§ Problem:
Below are the entries; return every line among them that holds the word "roads".

Input data: Begin

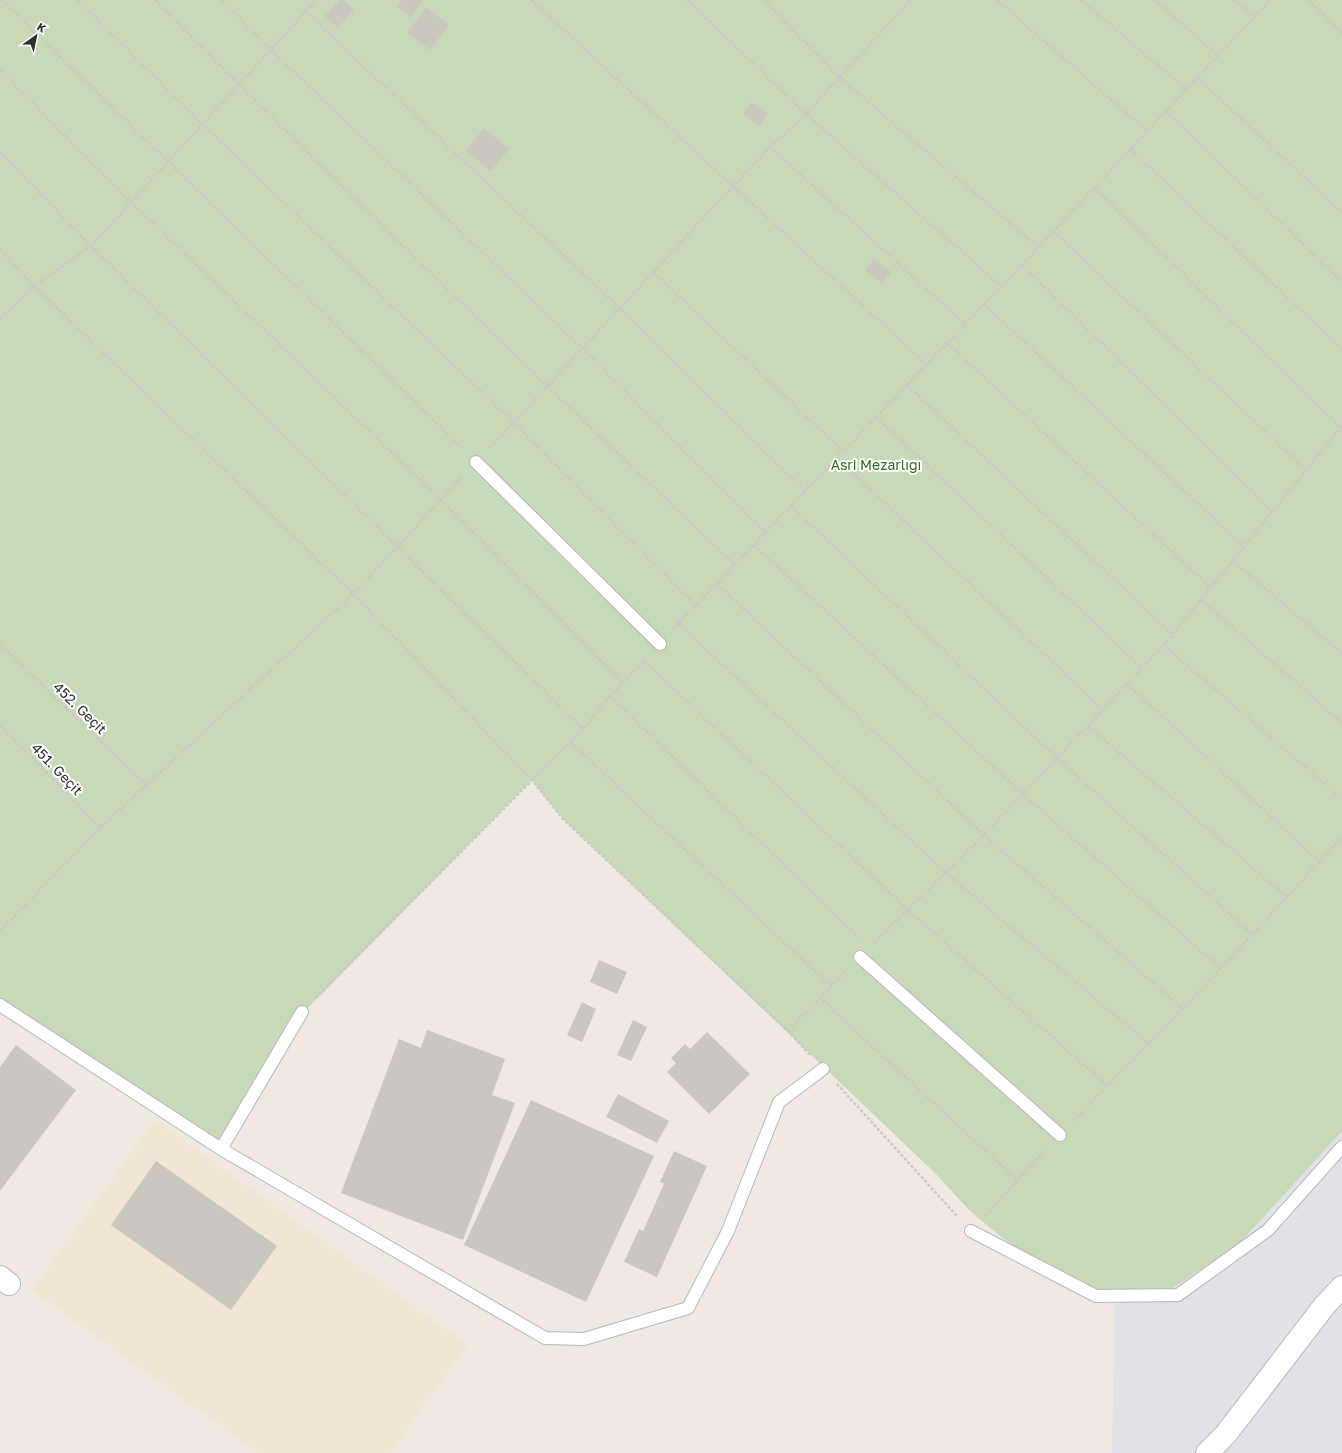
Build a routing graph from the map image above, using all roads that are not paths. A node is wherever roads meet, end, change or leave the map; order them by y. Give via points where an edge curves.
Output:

Input data: End
Input data: Begin

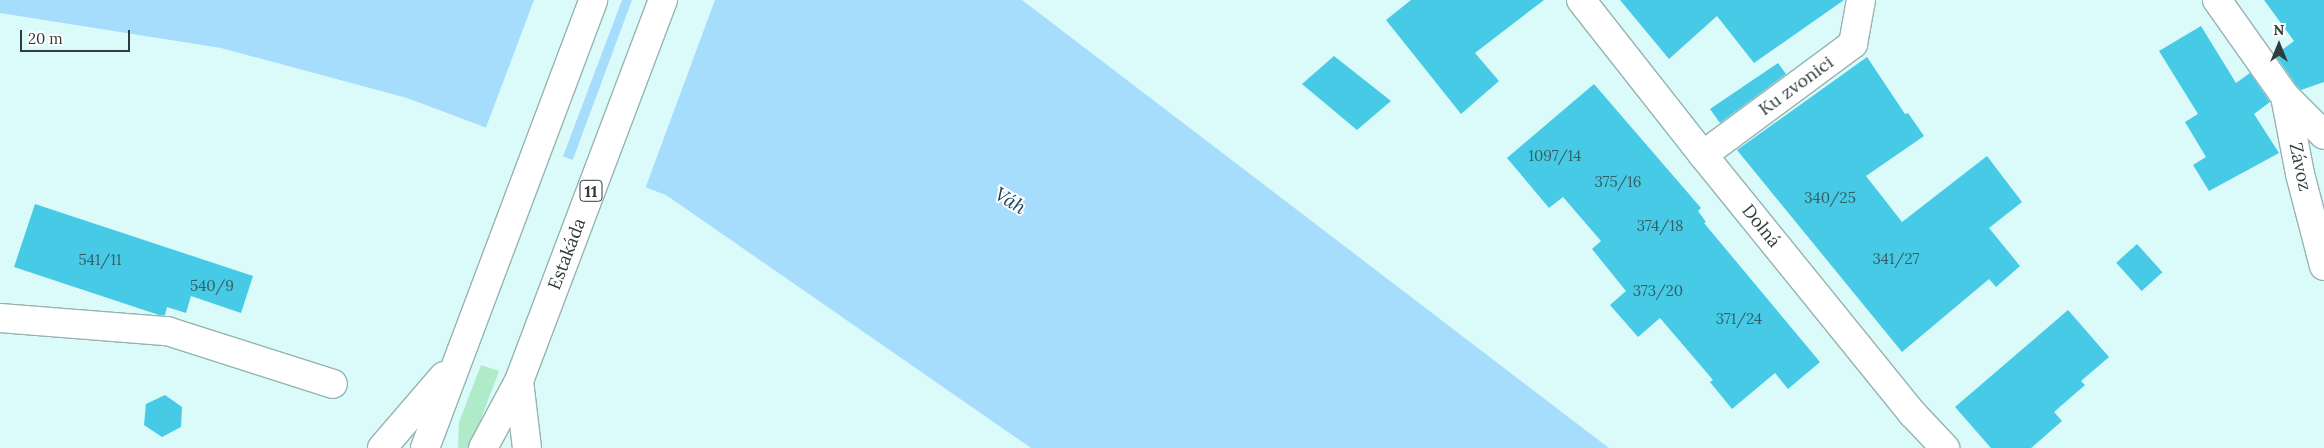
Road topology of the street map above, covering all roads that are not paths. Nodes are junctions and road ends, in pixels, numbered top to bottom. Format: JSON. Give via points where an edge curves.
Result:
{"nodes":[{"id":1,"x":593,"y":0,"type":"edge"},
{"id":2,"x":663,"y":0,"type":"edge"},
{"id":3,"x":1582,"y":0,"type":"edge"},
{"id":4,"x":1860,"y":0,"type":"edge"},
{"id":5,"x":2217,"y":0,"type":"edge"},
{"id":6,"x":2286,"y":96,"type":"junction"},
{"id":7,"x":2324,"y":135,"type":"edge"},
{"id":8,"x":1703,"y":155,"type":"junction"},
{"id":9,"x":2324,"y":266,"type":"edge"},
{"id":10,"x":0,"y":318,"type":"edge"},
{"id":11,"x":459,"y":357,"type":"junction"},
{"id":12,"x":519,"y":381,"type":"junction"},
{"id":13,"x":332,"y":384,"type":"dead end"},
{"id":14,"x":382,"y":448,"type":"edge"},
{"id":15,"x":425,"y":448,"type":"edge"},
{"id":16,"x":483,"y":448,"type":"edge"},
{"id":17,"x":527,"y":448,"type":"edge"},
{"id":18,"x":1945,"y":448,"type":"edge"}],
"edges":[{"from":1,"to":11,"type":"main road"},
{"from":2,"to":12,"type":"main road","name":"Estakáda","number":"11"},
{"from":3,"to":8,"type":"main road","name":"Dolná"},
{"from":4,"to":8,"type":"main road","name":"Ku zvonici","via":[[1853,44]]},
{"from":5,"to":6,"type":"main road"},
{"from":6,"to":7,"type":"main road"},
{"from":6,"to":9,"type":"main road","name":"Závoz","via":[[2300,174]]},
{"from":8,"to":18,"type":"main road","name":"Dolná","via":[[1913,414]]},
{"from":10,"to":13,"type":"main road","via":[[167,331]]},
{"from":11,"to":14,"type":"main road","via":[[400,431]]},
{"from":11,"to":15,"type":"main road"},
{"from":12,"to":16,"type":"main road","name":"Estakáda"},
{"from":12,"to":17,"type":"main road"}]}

Input data: End

§ Result for this task:
Build a routing graph from the map image above, using all roads that are not paths. A node is wherever roads meet, end, change or leave the map; order them by y. Give via points where an edge curves.
Road topology of the street map above, covering all roads that are not paths. Nodes are junctions and road ends, in pixels, numbered top to bottom. Format: JSON. Give via points where an edge curves.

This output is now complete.